■ Information given ■
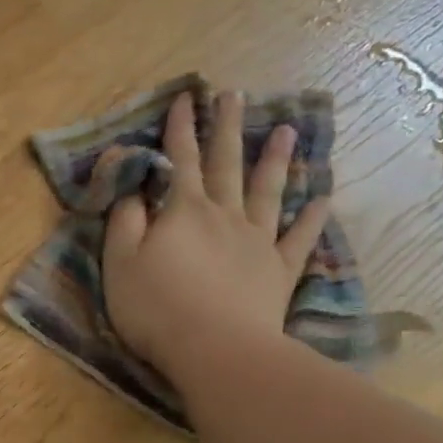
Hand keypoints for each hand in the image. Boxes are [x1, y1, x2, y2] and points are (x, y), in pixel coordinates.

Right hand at [103, 90, 331, 384]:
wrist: (215, 348)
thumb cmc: (156, 308)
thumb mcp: (120, 262)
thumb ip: (124, 219)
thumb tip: (132, 185)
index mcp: (183, 211)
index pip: (179, 160)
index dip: (180, 128)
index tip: (185, 97)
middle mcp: (224, 215)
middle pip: (226, 164)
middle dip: (226, 128)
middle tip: (234, 94)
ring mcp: (256, 241)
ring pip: (267, 192)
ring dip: (275, 160)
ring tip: (285, 130)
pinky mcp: (278, 271)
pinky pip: (298, 239)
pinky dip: (310, 219)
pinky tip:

■ Brief ■
Go line by line through the data and copy any that contain "hand".

■ Output ■
Hand keypoints for each hand in the image. Boxes are [x1, y1, x2, y2] and points are (x, y), in pixel coordinates.
Right hand at [103, 90, 331, 384]:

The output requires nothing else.